Always ask yourself this: how relevant are these pieces and designs to your brand and cultural values? Do not select a colour, piece of furniture, or layout design just because they look good. Ensure that their relevance aligns with the primary values and goals of the organisation.

Clear Brand Communication and Presentation

How can you get interior design in line with culture and branding without distorting the intended message? Clear brand communication is a common challenge when designing a workspace. It is an important aspect of creating awareness among employees, clients, and investors. A company should invest beyond the logo design and implementation to avoid message distortion.

How do you communicate beyond the basic company logo? Invest in any approved medium that reinforces the company’s culture and brand’s traits. Visual language is a broad concept that can be used to provide an immersive experience for clients, employees, and investors.


The needs and preferences vary among companies when selecting an interior office design.

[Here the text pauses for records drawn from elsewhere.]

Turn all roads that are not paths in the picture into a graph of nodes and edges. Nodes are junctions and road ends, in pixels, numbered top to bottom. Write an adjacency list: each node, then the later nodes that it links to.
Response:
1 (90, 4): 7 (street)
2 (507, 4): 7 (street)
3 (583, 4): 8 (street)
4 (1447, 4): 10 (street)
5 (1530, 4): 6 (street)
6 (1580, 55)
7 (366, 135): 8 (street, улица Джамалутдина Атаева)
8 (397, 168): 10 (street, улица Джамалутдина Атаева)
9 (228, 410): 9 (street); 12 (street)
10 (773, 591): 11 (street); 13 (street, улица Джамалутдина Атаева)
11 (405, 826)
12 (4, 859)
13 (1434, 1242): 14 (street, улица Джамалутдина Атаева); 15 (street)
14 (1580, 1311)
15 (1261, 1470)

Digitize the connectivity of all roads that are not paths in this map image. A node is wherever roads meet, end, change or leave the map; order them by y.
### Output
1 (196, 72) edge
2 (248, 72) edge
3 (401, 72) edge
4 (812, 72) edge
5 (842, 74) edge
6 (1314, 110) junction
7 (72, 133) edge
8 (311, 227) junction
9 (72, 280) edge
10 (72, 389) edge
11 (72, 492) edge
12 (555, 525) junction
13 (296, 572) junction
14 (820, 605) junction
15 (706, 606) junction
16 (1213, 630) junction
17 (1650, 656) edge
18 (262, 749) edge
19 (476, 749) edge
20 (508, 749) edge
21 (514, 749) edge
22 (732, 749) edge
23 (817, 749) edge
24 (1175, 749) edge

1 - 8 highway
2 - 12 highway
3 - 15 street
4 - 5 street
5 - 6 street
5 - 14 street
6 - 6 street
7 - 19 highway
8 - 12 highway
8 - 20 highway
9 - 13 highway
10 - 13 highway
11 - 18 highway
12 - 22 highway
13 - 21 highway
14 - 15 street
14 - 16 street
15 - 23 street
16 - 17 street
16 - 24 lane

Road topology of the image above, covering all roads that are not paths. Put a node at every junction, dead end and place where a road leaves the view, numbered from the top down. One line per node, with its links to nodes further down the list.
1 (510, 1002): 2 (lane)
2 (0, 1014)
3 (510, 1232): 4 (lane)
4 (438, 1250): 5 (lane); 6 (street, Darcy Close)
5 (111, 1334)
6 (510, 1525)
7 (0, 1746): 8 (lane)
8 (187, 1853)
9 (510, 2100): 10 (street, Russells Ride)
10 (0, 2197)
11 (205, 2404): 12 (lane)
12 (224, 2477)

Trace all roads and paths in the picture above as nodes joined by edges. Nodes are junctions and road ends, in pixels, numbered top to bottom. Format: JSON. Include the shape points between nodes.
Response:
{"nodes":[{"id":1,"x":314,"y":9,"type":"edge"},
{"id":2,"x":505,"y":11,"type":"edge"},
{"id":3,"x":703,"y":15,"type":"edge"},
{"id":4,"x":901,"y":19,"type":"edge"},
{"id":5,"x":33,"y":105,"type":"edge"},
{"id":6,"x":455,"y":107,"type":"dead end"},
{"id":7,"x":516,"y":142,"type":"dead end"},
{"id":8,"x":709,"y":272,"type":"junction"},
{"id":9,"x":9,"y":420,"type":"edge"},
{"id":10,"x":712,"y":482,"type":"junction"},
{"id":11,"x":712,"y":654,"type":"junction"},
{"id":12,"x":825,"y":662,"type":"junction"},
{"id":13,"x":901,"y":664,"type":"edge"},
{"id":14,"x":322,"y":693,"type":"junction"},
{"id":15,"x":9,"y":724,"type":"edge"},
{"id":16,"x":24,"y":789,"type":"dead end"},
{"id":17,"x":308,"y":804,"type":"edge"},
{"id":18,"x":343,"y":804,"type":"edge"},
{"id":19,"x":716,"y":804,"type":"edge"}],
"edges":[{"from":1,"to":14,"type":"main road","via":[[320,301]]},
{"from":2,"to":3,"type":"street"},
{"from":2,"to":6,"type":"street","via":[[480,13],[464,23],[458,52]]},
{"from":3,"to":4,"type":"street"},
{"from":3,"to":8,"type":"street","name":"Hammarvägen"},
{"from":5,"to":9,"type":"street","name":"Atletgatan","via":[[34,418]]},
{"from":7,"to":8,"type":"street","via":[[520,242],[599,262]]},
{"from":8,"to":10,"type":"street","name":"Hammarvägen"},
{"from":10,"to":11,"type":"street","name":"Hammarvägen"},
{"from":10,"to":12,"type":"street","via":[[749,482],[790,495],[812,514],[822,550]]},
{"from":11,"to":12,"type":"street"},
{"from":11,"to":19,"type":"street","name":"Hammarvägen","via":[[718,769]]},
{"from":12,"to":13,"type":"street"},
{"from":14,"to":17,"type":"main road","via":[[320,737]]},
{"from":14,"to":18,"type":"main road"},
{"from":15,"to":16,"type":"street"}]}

Understanding that these variations will influence how you can get your interior design in line with culture and branding is essential.

Keep in mind the ever-changing office set-up trends and availability to accommodate everyone and provide easy access. The primary factor to consider is enhancing your brand and cultural values while selecting a modern office layout. Use historic and recent imagery to depict your company’s mission, vision and milestones achieved.

Your interior design should tell a story about your brand and organisational values. Consult with experts in interior design for the right choice that will match both your current and future needs.